■ Exercise prompt
Where in the data below does the word "Halabyan" appear? Copy every line that has it.

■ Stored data
======

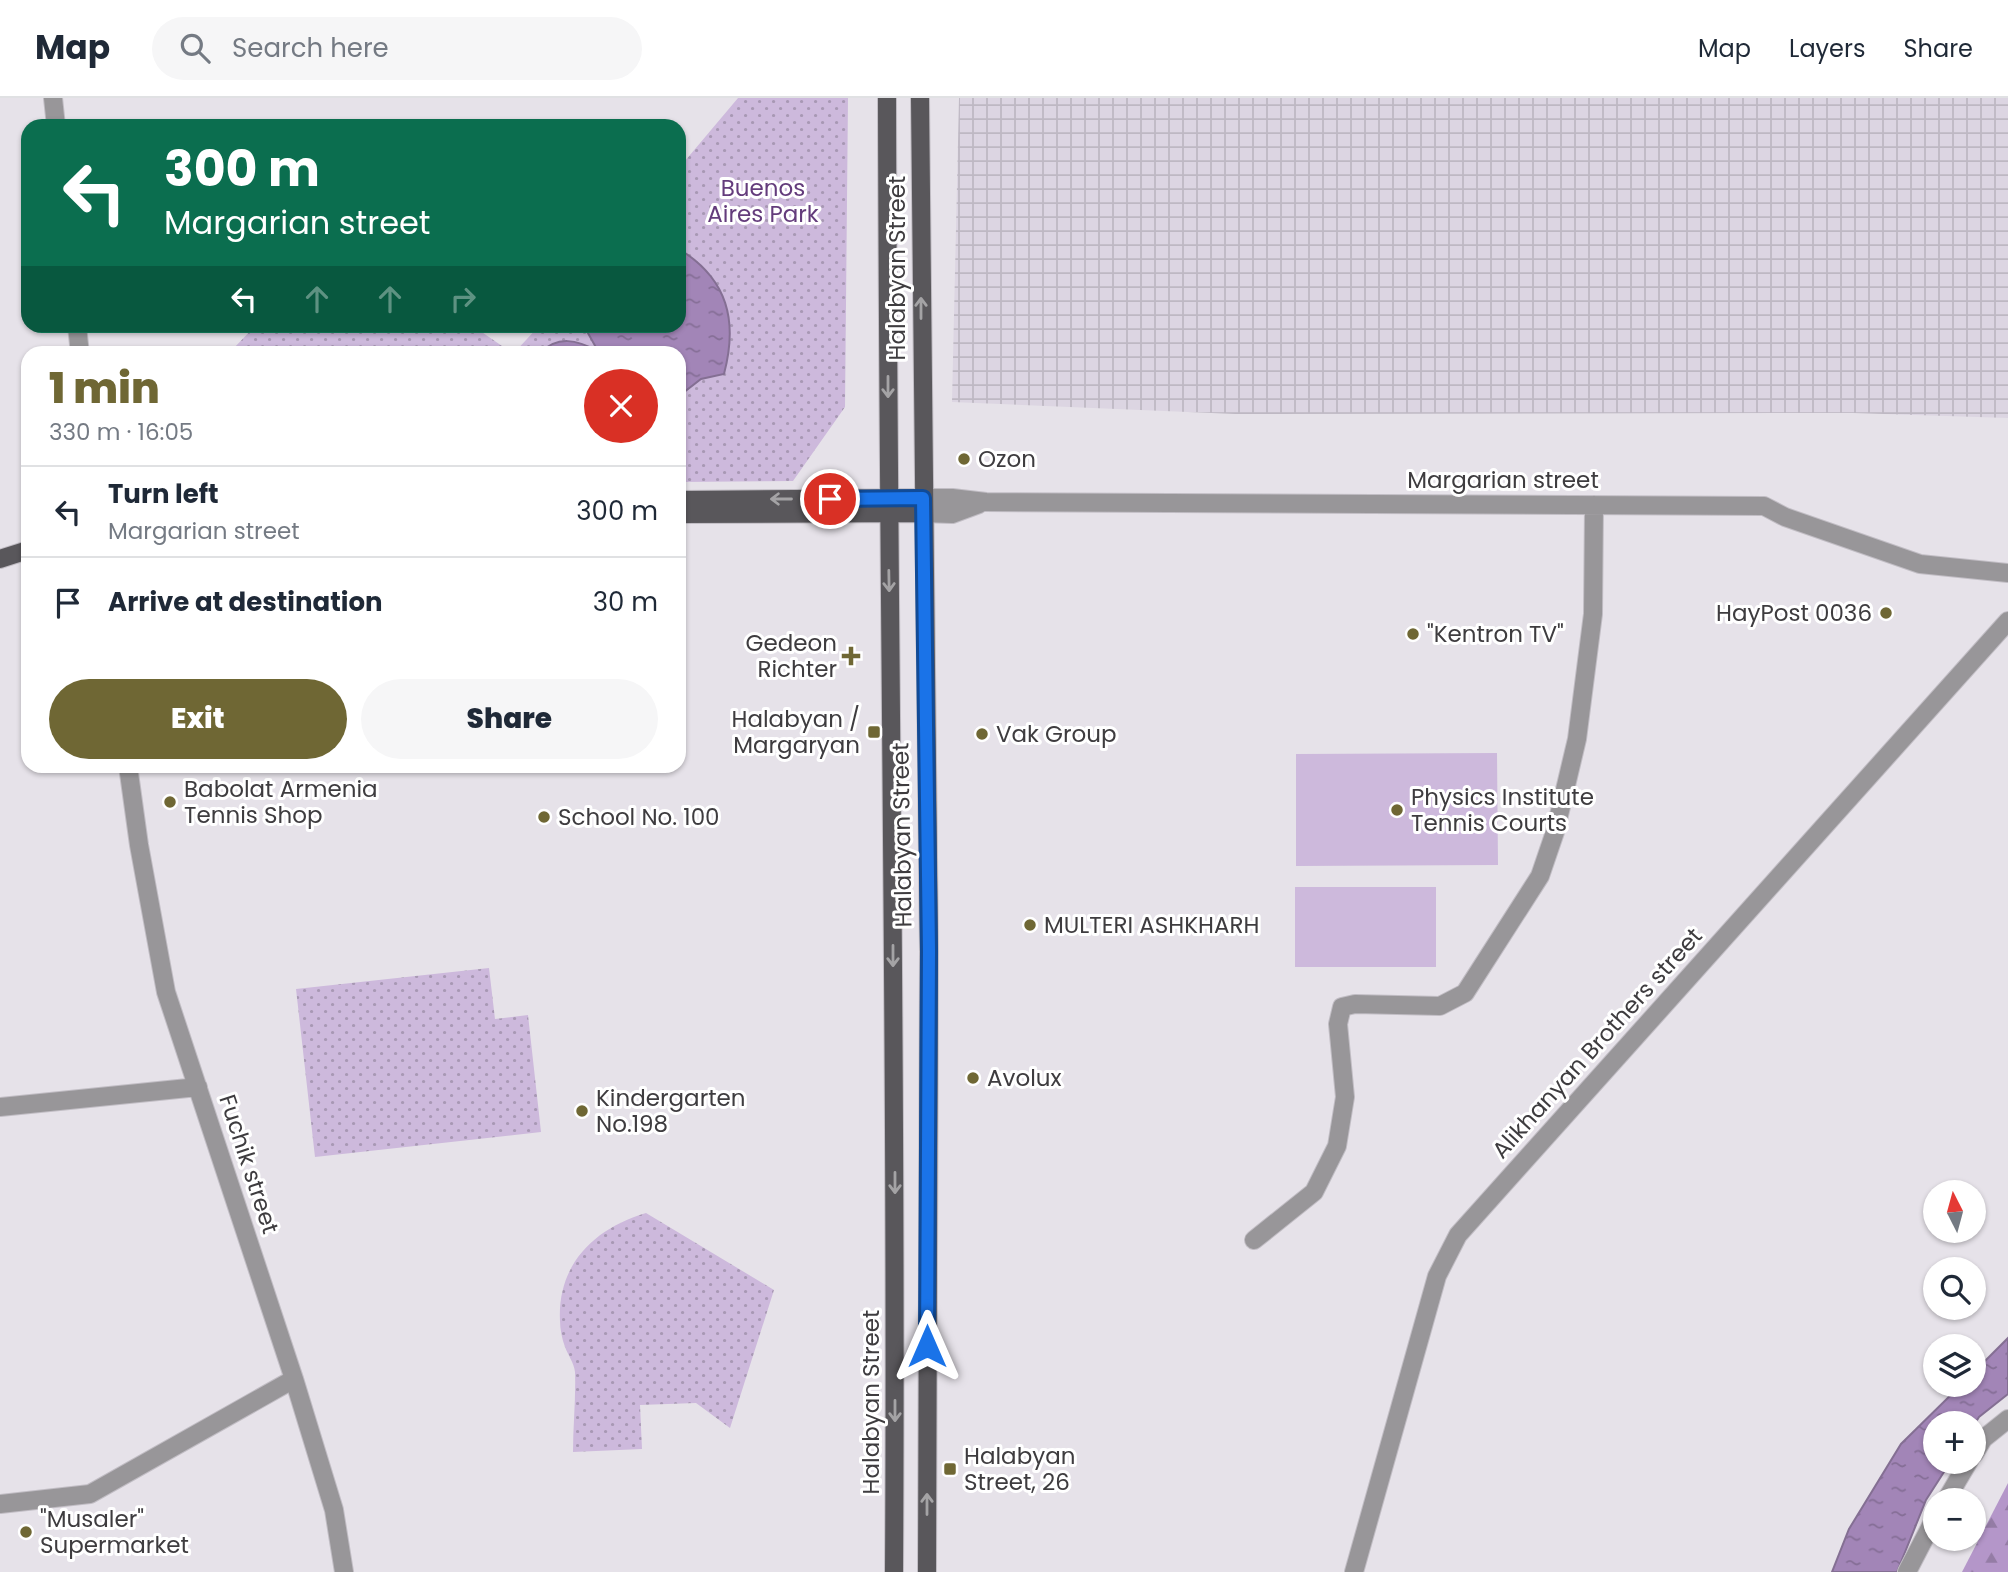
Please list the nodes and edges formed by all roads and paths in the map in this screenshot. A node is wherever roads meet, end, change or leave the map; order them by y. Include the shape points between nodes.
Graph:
1 (53, 98) edge
2 (887, 98) edge
3 (920, 98) edge
4 (55, 119) edge
5 (686, 500) edge
6 (1594, 505) junction
7 (888, 506) junction
8 (923, 506) junction
9 (686, 514) edge
10 (21, 550) edge
11 (0, 557) edge
12 (2008, 573) edge
13 (2008, 621) edge
14 (129, 773) edge
15 (198, 1087) junction
16 (0, 1107) edge
17 (1254, 1240) dead end
18 (294, 1379) junction
19 (2008, 1419) edge
20 (1986, 1437) edge
21 (0, 1504) edge
22 (1923, 1541) edge
23 (344, 1572) edge
24 (894, 1572) edge
25 (927, 1572) edge
26 (1354, 1572) edge
27 (1907, 1572) edge

1 - 4 street
2 -> 7 main road, Halabyan Street
8 -> 3 main road, Halabyan Street
7 -> 5 main road, Margarian street
6 - 8 street, Margarian street via 986,502 952,514
6 - 12 street, Margarian street via 1764,506 1920,564
6 - 17 street via 1592,614 1577,739 1540,876 1465,993 1440,1006 1342,1007 1338,1024 1345,1097 1336,1146 1314,1192
7 - 8 main road, Margarian street
7 - 9 main road, Margarian street
7 -> 24 main road, Halabyan Street
25 -> 8 main road, Halabyan Street via 929,951
10 - 11 main road
13 - 26 street, Alikhanyan Brothers street via 1458,1235 1437,1276
14 - 15 street, Fuchik street via 166,992
15 - 16 street
15 - 18 street, Fuchik street
18 - 21 street via 90,1494
18 - 23 street, Fuchik street via 334,1510
19 - 20 street
22 - 27 street

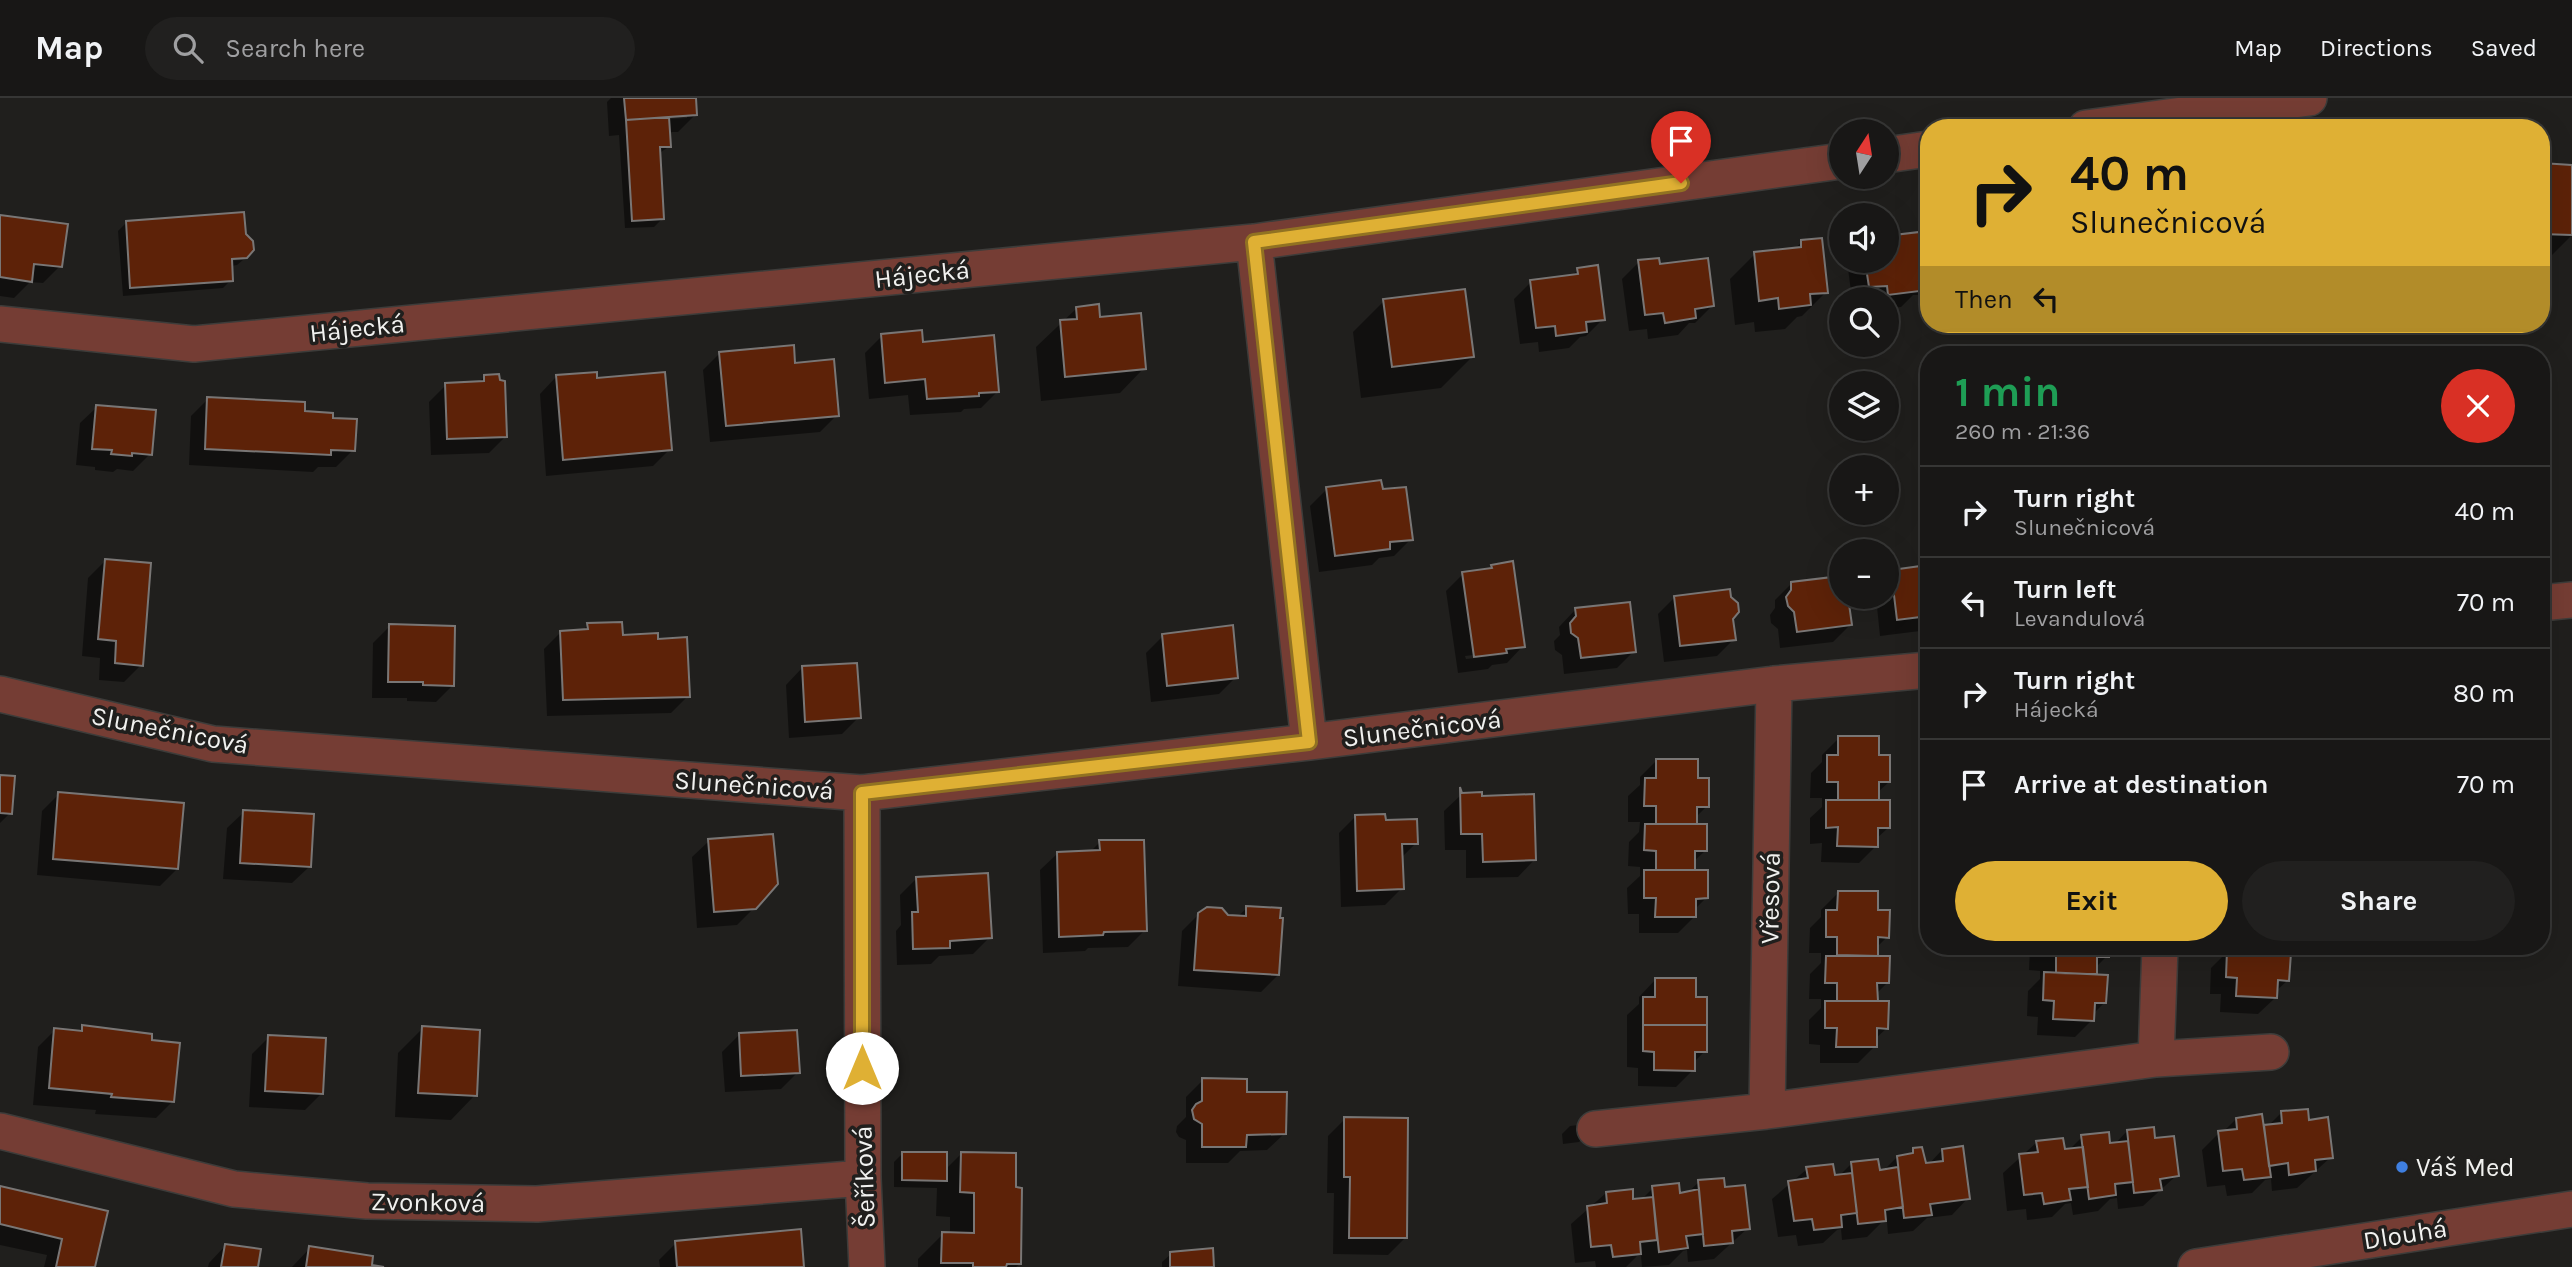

======

■ Response below
2 -> 7 main road, Halabyan Street
8 -> 3 main road, Halabyan Street
7 -> 24 main road, Halabyan Street
25 -> 8 main road, Halabyan Street via 929,951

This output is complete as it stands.